Aim of the exercise: Reproduce, exactly and in full, the lines from the one with "ring pip: (275, 249)" through the one with "ring pip: (378, 178)" in the data below; drop pictures.

Data under study:
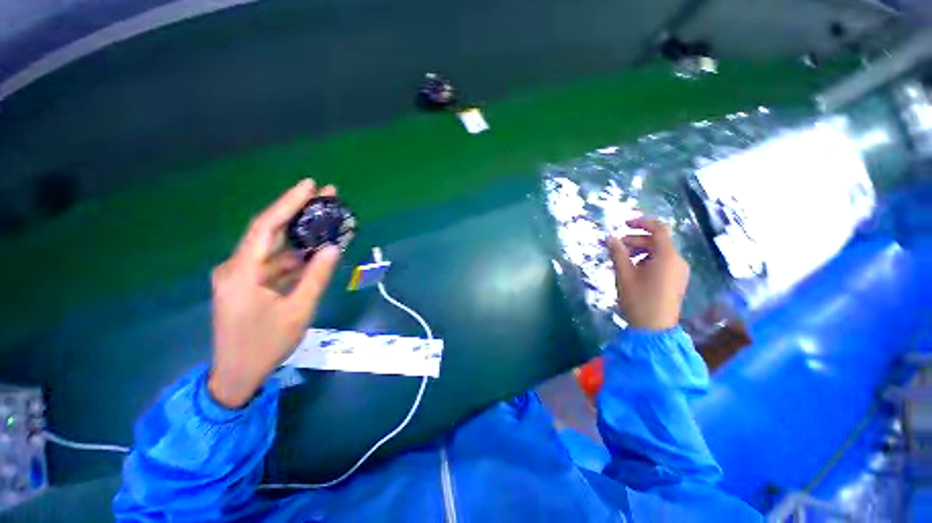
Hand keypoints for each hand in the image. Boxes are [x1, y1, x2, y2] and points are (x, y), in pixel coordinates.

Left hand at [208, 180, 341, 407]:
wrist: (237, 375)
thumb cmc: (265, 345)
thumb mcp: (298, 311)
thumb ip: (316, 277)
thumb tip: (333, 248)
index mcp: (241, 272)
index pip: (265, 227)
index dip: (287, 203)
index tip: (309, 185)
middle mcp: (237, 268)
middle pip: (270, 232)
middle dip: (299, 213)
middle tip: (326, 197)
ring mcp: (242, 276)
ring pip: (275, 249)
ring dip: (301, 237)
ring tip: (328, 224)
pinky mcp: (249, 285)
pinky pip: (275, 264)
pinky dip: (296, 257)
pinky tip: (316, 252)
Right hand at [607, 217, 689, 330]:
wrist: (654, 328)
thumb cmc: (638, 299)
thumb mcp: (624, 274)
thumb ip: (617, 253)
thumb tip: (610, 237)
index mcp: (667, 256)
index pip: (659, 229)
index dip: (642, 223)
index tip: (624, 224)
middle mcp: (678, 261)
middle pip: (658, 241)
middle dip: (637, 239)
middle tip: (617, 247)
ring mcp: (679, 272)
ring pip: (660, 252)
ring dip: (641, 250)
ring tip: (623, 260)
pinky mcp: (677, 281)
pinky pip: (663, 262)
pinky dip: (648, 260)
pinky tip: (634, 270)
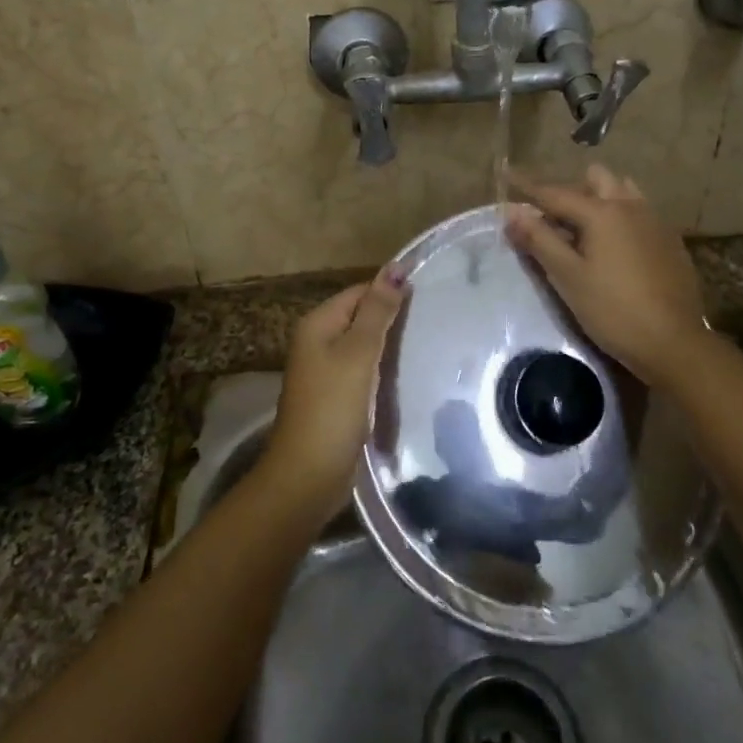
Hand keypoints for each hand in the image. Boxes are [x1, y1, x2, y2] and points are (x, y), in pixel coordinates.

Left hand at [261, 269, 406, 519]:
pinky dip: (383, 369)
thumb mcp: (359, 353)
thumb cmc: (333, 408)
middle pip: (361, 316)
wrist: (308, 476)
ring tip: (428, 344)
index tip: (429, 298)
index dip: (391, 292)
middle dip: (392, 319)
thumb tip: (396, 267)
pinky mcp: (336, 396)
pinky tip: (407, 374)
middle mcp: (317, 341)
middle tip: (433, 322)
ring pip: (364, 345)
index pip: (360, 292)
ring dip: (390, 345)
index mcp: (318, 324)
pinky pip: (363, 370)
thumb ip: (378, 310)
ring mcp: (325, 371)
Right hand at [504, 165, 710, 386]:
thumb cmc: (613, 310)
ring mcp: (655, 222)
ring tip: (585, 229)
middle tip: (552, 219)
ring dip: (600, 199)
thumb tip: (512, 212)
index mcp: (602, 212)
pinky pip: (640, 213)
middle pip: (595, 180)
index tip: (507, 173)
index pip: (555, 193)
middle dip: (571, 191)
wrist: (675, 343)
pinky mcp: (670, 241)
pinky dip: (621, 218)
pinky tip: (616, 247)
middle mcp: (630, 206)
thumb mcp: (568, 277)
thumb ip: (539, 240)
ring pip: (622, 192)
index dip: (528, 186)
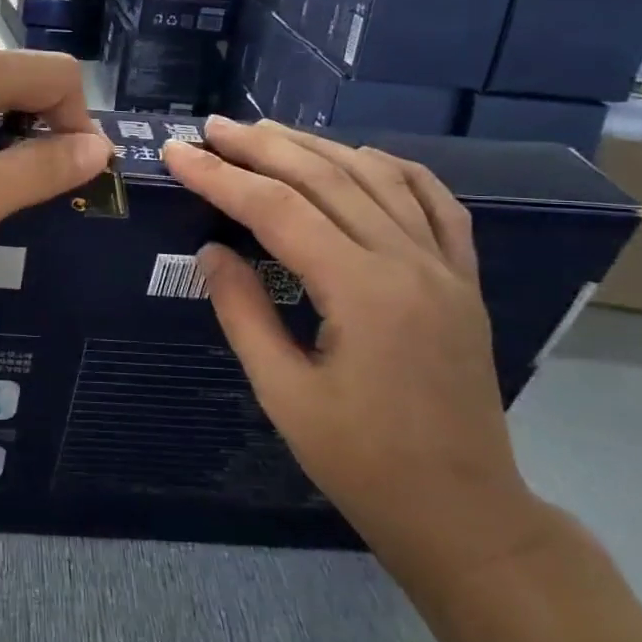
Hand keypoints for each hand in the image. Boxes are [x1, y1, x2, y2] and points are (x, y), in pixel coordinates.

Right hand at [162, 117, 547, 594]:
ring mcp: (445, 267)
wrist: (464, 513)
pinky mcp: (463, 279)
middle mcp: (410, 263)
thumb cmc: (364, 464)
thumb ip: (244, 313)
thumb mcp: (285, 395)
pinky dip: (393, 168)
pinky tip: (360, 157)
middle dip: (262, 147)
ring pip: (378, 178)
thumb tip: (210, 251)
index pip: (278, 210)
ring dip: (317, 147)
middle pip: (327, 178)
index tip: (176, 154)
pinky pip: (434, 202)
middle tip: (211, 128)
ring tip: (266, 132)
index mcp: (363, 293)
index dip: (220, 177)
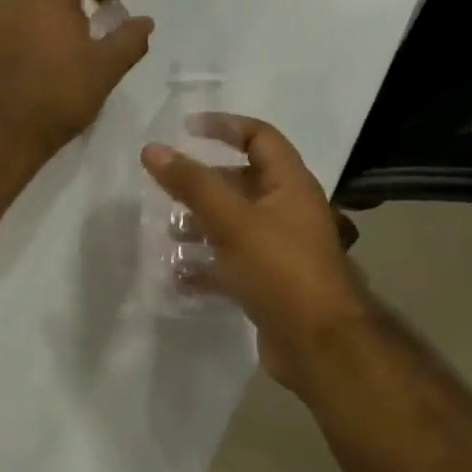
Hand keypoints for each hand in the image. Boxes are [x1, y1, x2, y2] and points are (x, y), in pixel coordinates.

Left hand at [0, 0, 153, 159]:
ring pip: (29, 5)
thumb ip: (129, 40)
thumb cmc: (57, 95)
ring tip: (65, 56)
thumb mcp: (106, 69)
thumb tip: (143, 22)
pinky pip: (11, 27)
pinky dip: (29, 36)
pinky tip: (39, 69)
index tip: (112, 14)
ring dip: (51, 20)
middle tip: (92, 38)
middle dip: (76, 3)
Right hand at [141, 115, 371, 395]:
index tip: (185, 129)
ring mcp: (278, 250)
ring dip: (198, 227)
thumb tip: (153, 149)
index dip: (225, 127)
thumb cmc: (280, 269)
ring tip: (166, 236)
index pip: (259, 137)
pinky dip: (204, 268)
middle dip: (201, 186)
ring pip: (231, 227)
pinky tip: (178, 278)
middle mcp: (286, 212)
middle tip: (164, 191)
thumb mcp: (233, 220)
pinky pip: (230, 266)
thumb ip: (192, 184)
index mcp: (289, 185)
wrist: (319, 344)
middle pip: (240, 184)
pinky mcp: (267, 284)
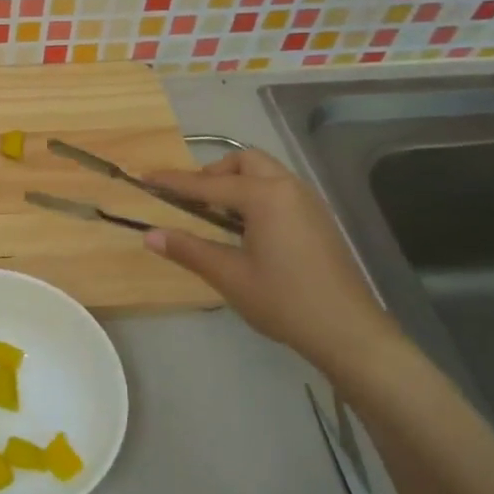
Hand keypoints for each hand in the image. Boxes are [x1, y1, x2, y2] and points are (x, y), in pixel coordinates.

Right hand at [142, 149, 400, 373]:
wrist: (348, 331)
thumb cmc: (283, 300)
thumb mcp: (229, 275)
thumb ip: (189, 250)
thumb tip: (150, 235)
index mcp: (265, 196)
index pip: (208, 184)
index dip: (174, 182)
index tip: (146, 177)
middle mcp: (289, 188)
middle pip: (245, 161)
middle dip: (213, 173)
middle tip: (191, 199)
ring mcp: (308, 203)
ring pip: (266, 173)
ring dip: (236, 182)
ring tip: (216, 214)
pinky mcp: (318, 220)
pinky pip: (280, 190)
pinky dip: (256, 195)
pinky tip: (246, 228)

Expected output:
ring pip: (275, 249)
ring dip: (301, 237)
ring tip: (328, 224)
pinky mcp: (249, 285)
pinky pip: (275, 264)
pinky dip: (296, 257)
pinky tip: (316, 252)
Right hand at [607, 217, 689, 330]:
wrist: (654, 328)
thumb cmc: (638, 299)
thumb mcp: (624, 274)
thumb ip: (617, 253)
thumb tip: (610, 237)
index mcp: (667, 256)
index pip: (659, 229)
index dip: (642, 223)
index tip: (624, 224)
middle mcp: (678, 261)
middle pip: (658, 241)
middle dip: (637, 239)
middle tip: (617, 247)
ring mcp: (679, 272)
ring pip: (660, 252)
ring dip: (641, 250)
ring tip: (623, 260)
pinky mcp: (677, 281)
pinky pip: (663, 262)
pinky dip: (648, 260)
pinky tip: (634, 270)
Hand keypoints for each hand in the image. Boxes are [x1, y1, x2, y2] and points are (x, y), in pixel coordinates.

Left hand at [261, 269, 406, 519]:
pinky dip: (383, 369)
thumb mcp: (359, 353)
thumb cmc: (333, 408)
middle pip: (361, 316)
wrist: (308, 476)
ring tip: (428, 344)
index tip: (429, 298)
index dip: (391, 292)
middle dip: (392, 319)
thumb tip: (396, 267)
pinky mcp: (336, 396)
pinky tip: (407, 374)
middle mcp: (317, 341)
middle tip: (433, 322)
ring pip: (364, 345)
index pip: (360, 292)
ring dip: (390, 345)
index mcp: (318, 324)
pinky pip: (363, 370)
thumb ip: (378, 310)
ring mcp: (325, 371)
Right hand at [504, 165, 710, 386]:
thumb cmc: (613, 310)
ring mcp: (655, 222)
ring tip: (585, 229)
middle tip: (552, 219)
ring dip: (600, 199)
thumb tip: (512, 212)
index mcp: (602, 212)
pinky pip: (640, 213)
middle pip: (595, 180)
index tip: (507, 173)
index pip: (555, 193)
middle dip: (571, 191)
wrist: (675, 343)
pinky mcp: (670, 241)
pinky dip: (621, 218)
pinky tip: (616, 247)
middle mcp: (630, 206)
thumb mcp: (568, 277)
thumb ip: (539, 240)
ring pip: (622, 192)
index dip: (528, 186)
Hand keypoints for each hand in the image. Boxes are [x1, y1, x2, y2] and points are (x, y), in pixel coordinates.

Right hand at [162, 117, 547, 594]:
ring mcp: (445, 267)
wrist: (464, 513)
pinky mcp: (463, 279)
middle mcp: (410, 263)
thumb cmc: (364, 464)
thumb ip: (244, 313)
thumb mcp: (285, 395)
pinky dip: (393, 168)
pinky tip: (360, 157)
middle dip: (262, 147)
ring pip: (378, 178)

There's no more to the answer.